[GIVEN RECORDS]

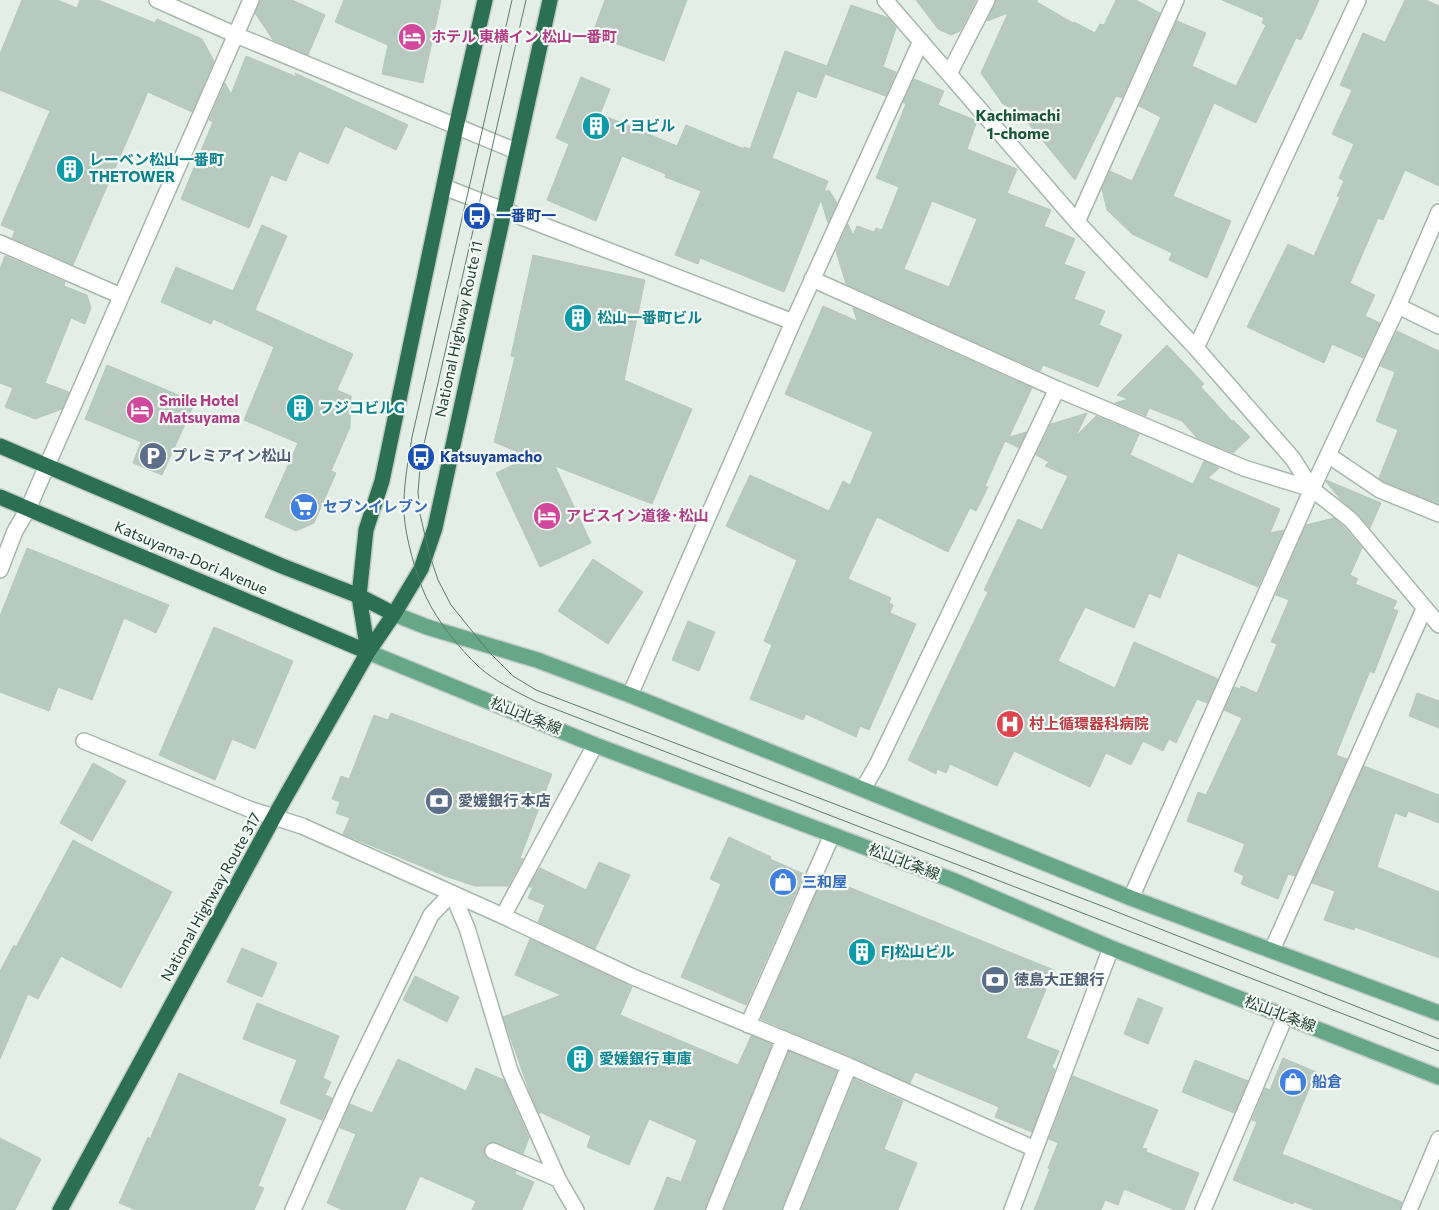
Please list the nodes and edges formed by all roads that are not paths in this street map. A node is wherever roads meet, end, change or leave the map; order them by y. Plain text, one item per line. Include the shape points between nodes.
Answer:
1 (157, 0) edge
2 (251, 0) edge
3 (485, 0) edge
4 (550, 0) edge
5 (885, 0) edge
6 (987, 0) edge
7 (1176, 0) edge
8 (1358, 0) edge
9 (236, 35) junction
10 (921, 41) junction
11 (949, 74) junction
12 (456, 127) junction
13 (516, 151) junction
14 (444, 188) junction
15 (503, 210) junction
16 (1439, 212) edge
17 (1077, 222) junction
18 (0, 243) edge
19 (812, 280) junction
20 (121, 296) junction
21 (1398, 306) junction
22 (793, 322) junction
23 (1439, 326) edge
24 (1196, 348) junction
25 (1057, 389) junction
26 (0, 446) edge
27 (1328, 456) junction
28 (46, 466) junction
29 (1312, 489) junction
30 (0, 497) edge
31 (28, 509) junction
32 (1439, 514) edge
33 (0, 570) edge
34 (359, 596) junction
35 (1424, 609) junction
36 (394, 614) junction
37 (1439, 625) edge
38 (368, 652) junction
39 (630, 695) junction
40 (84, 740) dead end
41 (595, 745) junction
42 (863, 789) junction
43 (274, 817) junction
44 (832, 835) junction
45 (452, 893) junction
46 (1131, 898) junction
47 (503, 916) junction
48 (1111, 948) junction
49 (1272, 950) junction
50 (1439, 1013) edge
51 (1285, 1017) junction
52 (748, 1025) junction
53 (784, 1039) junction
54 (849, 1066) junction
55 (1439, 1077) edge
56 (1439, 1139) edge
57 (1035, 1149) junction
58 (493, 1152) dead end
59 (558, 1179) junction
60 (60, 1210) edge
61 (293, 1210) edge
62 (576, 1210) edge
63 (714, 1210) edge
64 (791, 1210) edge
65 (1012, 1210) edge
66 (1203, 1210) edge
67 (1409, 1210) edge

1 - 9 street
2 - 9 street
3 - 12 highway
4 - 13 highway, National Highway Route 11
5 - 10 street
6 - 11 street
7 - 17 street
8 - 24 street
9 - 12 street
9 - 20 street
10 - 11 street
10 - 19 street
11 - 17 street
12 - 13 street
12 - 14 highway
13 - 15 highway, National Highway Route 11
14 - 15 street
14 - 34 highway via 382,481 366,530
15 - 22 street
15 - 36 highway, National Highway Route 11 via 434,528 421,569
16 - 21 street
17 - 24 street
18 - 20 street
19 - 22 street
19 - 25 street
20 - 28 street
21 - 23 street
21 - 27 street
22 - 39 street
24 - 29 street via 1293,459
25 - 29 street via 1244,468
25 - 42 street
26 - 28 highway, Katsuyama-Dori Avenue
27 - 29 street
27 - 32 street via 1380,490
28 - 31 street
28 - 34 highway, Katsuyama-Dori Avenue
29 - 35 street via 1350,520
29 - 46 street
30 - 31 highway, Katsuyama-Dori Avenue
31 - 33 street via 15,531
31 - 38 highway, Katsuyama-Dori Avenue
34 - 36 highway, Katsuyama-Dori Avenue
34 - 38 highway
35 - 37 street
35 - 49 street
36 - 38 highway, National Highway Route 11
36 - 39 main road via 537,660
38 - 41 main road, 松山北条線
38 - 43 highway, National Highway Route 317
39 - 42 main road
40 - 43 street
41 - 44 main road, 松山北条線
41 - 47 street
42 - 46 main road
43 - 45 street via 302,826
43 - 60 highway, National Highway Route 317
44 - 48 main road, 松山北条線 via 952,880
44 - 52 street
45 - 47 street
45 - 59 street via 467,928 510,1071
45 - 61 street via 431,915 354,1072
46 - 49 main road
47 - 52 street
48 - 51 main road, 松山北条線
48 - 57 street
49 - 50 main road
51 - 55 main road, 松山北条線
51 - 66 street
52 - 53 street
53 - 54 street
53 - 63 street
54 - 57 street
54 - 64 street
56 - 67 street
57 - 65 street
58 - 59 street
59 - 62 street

[/GIVEN RECORDS]
[GIVEN RECORDS]

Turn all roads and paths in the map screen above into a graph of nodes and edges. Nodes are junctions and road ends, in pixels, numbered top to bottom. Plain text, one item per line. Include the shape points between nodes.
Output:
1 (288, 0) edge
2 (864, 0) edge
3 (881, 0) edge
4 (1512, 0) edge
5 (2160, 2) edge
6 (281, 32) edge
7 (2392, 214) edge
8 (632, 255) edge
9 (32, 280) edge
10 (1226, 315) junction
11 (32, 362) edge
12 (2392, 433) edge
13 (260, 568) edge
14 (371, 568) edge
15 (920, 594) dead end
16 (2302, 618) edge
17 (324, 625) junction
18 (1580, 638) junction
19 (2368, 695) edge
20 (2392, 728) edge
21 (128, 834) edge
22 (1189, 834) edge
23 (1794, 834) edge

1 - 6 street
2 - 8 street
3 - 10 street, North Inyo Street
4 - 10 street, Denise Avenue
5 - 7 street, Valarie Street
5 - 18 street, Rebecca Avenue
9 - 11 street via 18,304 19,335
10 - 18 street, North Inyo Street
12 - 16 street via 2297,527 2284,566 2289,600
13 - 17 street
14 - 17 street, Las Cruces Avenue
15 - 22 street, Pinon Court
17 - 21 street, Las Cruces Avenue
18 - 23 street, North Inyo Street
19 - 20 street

[/GIVEN RECORDS]
[GIVEN RECORDS]

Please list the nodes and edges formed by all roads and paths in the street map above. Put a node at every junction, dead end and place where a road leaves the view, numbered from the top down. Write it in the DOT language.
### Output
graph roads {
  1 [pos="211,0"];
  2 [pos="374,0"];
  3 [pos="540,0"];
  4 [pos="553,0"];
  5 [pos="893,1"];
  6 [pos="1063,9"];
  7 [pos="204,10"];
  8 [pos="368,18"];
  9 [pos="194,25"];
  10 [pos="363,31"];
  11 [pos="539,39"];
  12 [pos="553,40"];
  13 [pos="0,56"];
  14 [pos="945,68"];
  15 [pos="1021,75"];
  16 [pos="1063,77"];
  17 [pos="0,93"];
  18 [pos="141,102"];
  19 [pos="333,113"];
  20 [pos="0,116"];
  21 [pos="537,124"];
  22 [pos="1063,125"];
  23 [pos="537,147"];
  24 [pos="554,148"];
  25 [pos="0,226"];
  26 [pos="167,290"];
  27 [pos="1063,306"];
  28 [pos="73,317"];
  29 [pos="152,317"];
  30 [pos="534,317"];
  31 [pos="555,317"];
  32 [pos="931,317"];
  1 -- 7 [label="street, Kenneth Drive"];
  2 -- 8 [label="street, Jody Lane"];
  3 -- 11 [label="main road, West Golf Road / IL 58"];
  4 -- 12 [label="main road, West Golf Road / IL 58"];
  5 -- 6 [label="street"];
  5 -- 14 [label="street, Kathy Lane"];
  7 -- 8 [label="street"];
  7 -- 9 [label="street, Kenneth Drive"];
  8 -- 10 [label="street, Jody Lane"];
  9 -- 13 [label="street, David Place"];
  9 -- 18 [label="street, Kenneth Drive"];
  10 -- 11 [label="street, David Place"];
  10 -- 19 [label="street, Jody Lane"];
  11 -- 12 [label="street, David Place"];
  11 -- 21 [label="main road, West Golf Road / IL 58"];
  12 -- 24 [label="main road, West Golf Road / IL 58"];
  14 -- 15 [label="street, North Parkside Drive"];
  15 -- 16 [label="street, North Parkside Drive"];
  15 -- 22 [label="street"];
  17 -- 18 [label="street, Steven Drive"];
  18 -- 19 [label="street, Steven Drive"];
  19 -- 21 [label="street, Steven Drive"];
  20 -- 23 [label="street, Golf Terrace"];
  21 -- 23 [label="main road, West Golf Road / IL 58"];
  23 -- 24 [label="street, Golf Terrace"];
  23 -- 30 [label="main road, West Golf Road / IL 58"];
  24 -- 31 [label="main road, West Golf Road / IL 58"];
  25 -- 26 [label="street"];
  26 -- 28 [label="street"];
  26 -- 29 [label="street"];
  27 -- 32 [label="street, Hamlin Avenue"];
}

[/GIVEN RECORDS]

# THE PROBLEM
Whenever the word "text" shows up in a line above, copy that line.

# ANSWER BOX
Please list the nodes and edges formed by all roads that are not paths in this street map. A node is wherever roads meet, end, change or leave the map; order them by y. Plain text, one item per line. Include the shape points between nodes.
Turn all roads and paths in the map screen above into a graph of nodes and edges. Nodes are junctions and road ends, in pixels, numbered top to bottom. Plain text, one item per line. Include the shape points between nodes.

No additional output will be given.